Brighton’s HMRC offices are set to close in 2018/19 as part of a ten-year modernisation programme which is scrapping most of its 43 office.
The tax office says its regional offices are a legacy of the 60s and 70s, and wants to instead bring staff together in two new regional centres in Croydon and Stratford, with specialist centres in Worthing and Dover.
It says it expects between 5,000 and 5,300 full-time equivalent employees to work in the Stratford regional centre and 2,500 to 2,800 full-time equivalent employees in the Croydon regional centre.
Lin Homer, HMRC’s chief executive, said: “HMRC is committed to modern, regional centres serving every region and nation in the UK, with skilled and varied jobs and development opportunities, while also ensuring jobs are spread throughout the UK and not concentrated in the capital.

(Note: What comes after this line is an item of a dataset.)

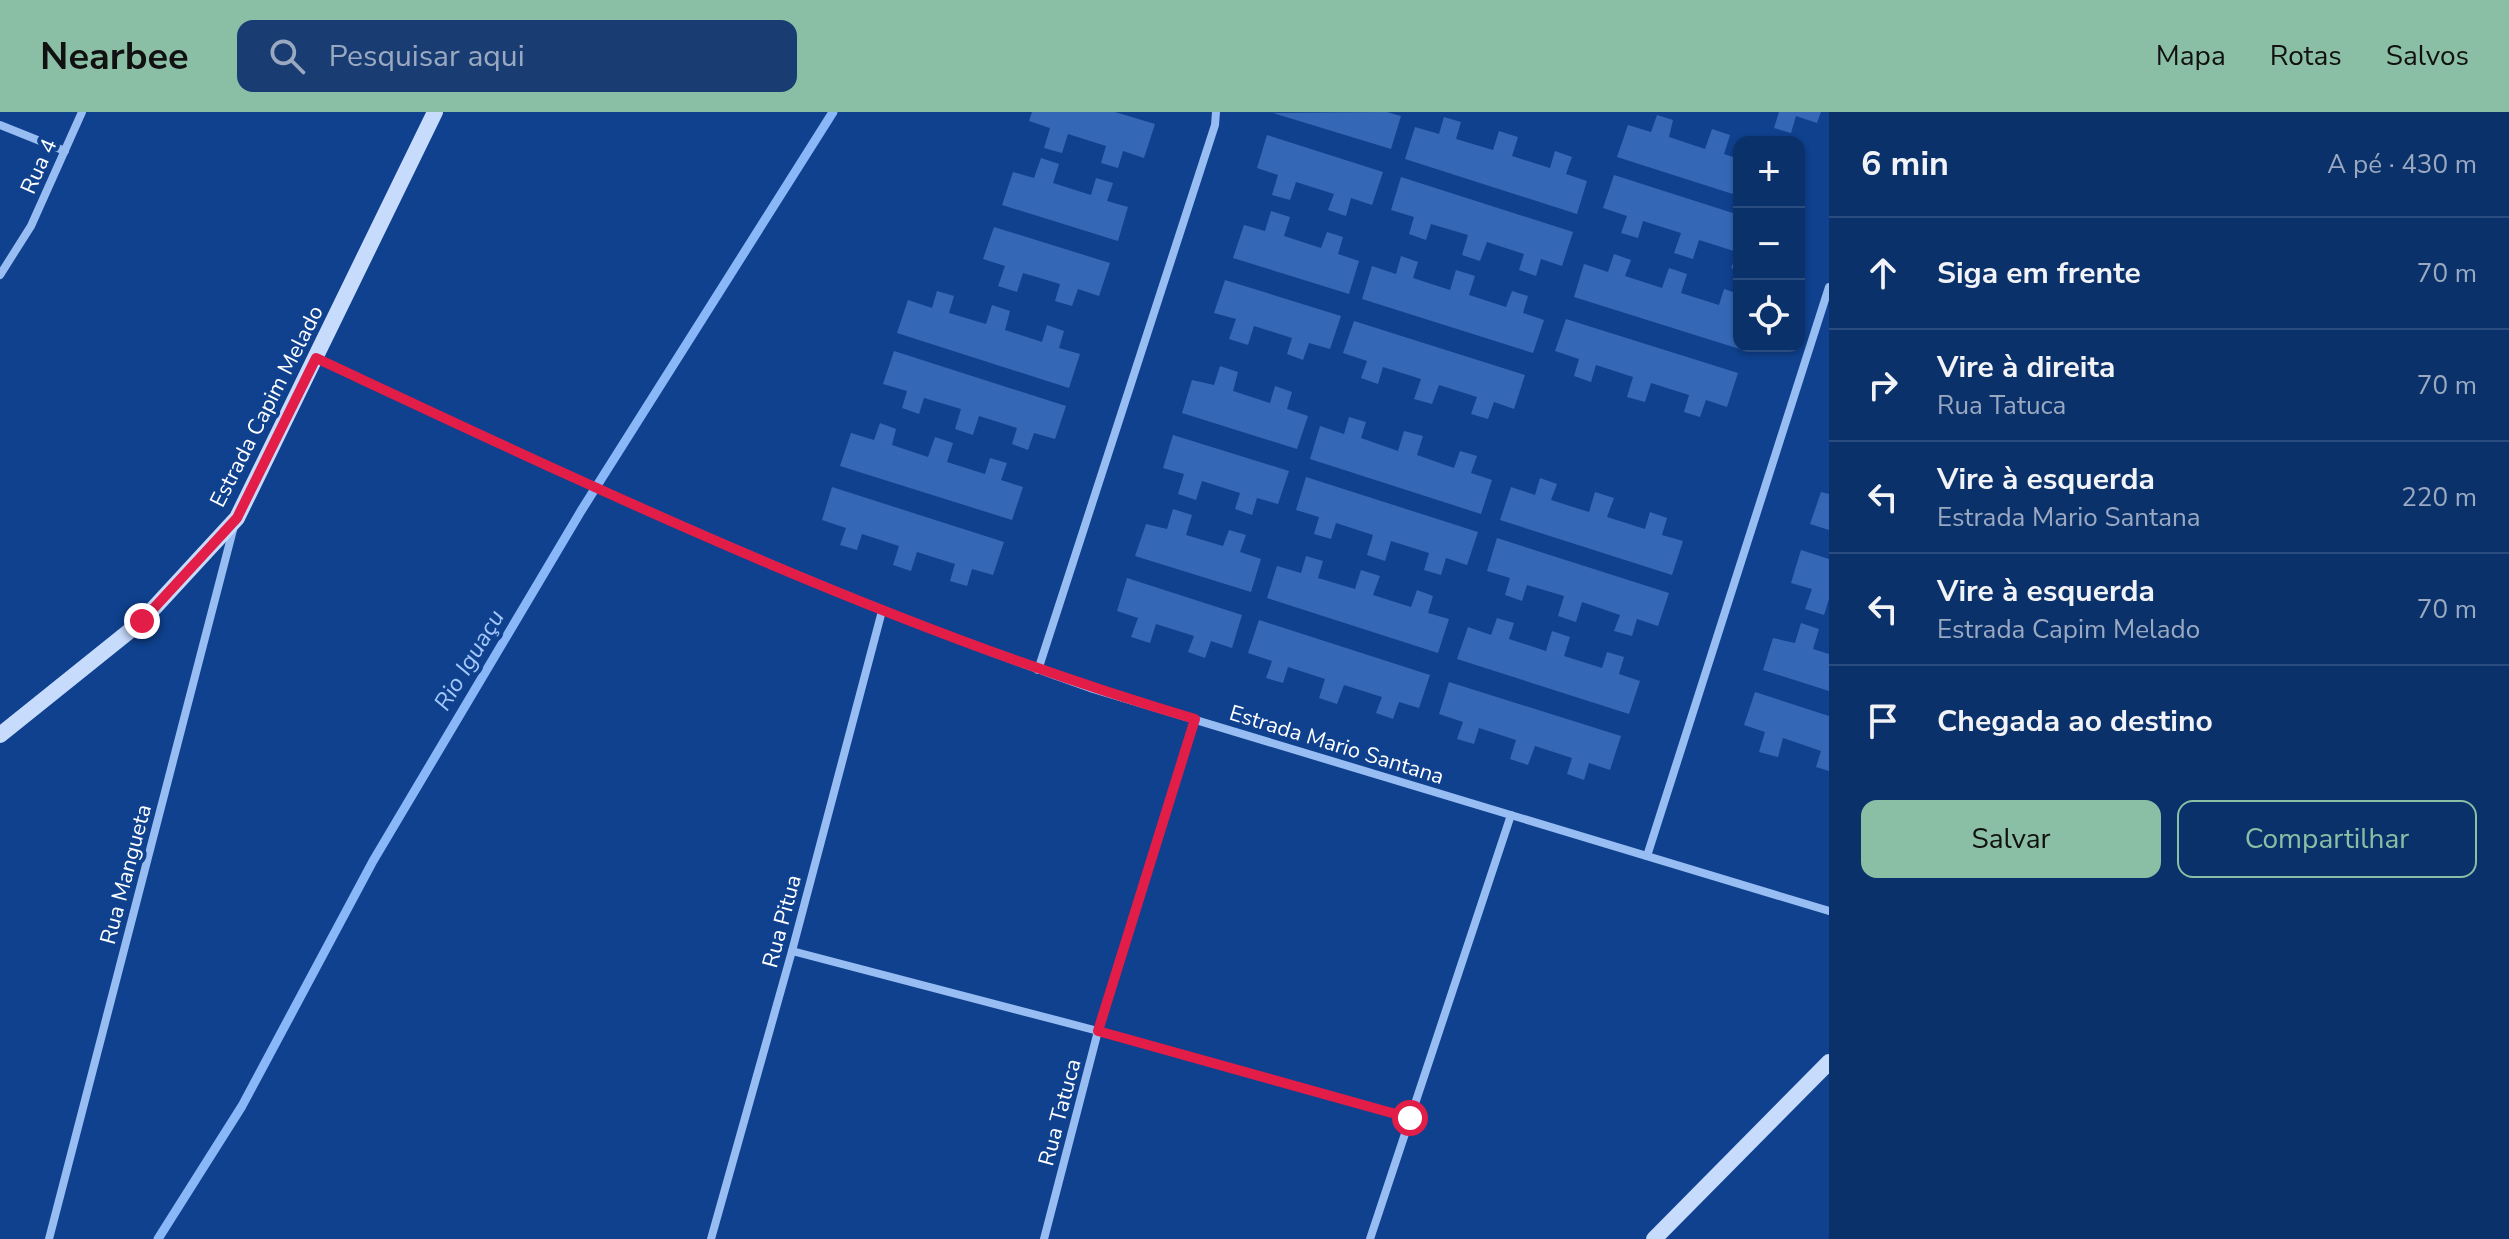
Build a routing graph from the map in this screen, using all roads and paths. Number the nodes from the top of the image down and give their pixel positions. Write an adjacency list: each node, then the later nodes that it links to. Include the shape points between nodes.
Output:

“HMRC has too many expensive, isolated and out-dated offices. This makes it difficult for us to collaborate, modernise our ways of working, and make the changes we need to transform our service to customers and clamp down further on the minority who try to cheat the system.
“The new regional centres in Stratford and Croydon will bring our staff together in more modern and cost-effective buildings in areas with lower rents. They will also make a big contribution to the economy of the region providing high-quality, skilled jobs and supporting the Government’s commitment to a national recovery that benefits all parts of the UK.”
The modernisation programme, which started in 2000, includes investment in new online services, data analytics, new compliance techniques, new skills and new ways of working, to make it easier for the honest majority of customers to pay their tax, including by improving customer service, and harder for the dishonest minority to cheat the system.
The changes have already resulted in over 80 per cent of people filing their Self Assessment returns online and given customers new, simple ways to check their payments, make changes or find answers to questions.